● Requirement: Here are some records. Repeat them all exactly.

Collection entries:
:::

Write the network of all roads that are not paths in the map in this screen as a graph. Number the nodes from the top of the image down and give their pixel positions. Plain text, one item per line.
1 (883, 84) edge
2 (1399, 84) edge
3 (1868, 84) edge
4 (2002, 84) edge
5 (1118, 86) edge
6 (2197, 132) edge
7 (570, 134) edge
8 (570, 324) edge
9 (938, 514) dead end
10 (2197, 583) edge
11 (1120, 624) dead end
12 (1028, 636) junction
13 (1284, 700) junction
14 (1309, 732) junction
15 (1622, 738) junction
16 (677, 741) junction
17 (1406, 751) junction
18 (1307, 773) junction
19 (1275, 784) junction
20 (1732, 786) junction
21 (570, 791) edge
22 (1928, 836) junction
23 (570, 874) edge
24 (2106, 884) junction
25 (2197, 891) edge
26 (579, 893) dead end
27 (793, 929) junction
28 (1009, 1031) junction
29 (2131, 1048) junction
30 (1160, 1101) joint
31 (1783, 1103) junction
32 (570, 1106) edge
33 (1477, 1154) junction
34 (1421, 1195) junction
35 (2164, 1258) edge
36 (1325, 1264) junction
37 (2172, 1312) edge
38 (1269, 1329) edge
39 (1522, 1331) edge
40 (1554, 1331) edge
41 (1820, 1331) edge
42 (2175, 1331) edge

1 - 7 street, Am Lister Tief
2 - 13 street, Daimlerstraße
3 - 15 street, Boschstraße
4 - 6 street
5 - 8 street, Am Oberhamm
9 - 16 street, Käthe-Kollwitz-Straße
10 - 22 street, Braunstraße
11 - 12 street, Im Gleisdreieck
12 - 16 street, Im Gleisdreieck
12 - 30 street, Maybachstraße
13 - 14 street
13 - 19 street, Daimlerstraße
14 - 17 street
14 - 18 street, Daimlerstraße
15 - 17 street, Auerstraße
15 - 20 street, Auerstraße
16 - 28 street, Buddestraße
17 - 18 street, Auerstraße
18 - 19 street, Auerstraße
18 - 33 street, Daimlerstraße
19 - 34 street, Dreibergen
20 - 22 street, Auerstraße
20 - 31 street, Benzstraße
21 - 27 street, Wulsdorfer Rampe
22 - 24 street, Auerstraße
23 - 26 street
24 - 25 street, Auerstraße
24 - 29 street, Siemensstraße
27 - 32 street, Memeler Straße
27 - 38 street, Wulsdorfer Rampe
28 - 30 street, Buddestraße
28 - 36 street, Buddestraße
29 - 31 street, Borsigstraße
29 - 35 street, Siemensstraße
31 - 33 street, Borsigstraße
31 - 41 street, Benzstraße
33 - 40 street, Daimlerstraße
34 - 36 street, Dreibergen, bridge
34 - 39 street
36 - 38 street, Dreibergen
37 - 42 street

:::

● Task response:
Write the network of all roads that are not paths in the map in this screen as a graph. Number the nodes from the top of the image down and give their pixel positions. Plain text, one item per line.
1 (883, 84) edge
2 (1399, 84) edge
3 (1868, 84) edge
4 (2002, 84) edge
5 (1118, 86) edge
6 (2197, 132) edge
7 (570, 134) edge
8 (570, 324) edge
9 (938, 514) dead end
10 (2197, 583) edge
11 (1120, 624) dead end
12 (1028, 636) junction
13 (1284, 700) junction
14 (1309, 732) junction
15 (1622, 738) junction
16 (677, 741) junction
17 (1406, 751) junction
18 (1307, 773) junction
19 (1275, 784) junction
20 (1732, 786) junction
21 (570, 791) edge
22 (1928, 836) junction
23 (570, 874) edge
24 (2106, 884) junction
25 (2197, 891) edge
26 (579, 893) dead end
27 (793, 929) junction
28 (1009, 1031) junction
29 (2131, 1048) junction
30 (1160, 1101) joint
31 (1783, 1103) junction
32 (570, 1106) edge
33 (1477, 1154) junction
34 (1421, 1195) junction
35 (2164, 1258) edge
36 (1325, 1264) junction
37 (2172, 1312) edge
38 (1269, 1329) edge
39 (1522, 1331) edge
40 (1554, 1331) edge
41 (1820, 1331) edge
42 (2175, 1331) edge

1 - 7 street, Am Lister Tief
2 - 13 street, Daimlerstraße
3 - 15 street, Boschstraße
4 - 6 street
5 - 8 street, Am Oberhamm
9 - 16 street, Käthe-Kollwitz-Straße
10 - 22 street, Braunstraße
11 - 12 street, Im Gleisdreieck
12 - 16 street, Im Gleisdreieck
12 - 30 street, Maybachstraße
13 - 14 street
13 - 19 street, Daimlerstraße
14 - 17 street
14 - 18 street, Daimlerstraße
15 - 17 street, Auerstraße
15 - 20 street, Auerstraße
16 - 28 street, Buddestraße
17 - 18 street, Auerstraße
18 - 19 street, Auerstraße
18 - 33 street, Daimlerstraße
19 - 34 street, Dreibergen
20 - 22 street, Auerstraße
20 - 31 street, Benzstraße
21 - 27 street, Wulsdorfer Rampe
22 - 24 street, Auerstraße
23 - 26 street
24 - 25 street, Auerstraße
24 - 29 street, Siemensstraße
27 - 32 street, Memeler Straße
27 - 38 street, Wulsdorfer Rampe
28 - 30 street, Buddestraße
28 - 36 street, Buddestraße
29 - 31 street, Borsigstraße
29 - 35 street, Siemensstraße
31 - 33 street, Borsigstraße
31 - 41 street, Benzstraße
33 - 40 street, Daimlerstraße
34 - 36 street, Dreibergen, bridge
34 - 39 street
36 - 38 street, Dreibergen
37 - 42 street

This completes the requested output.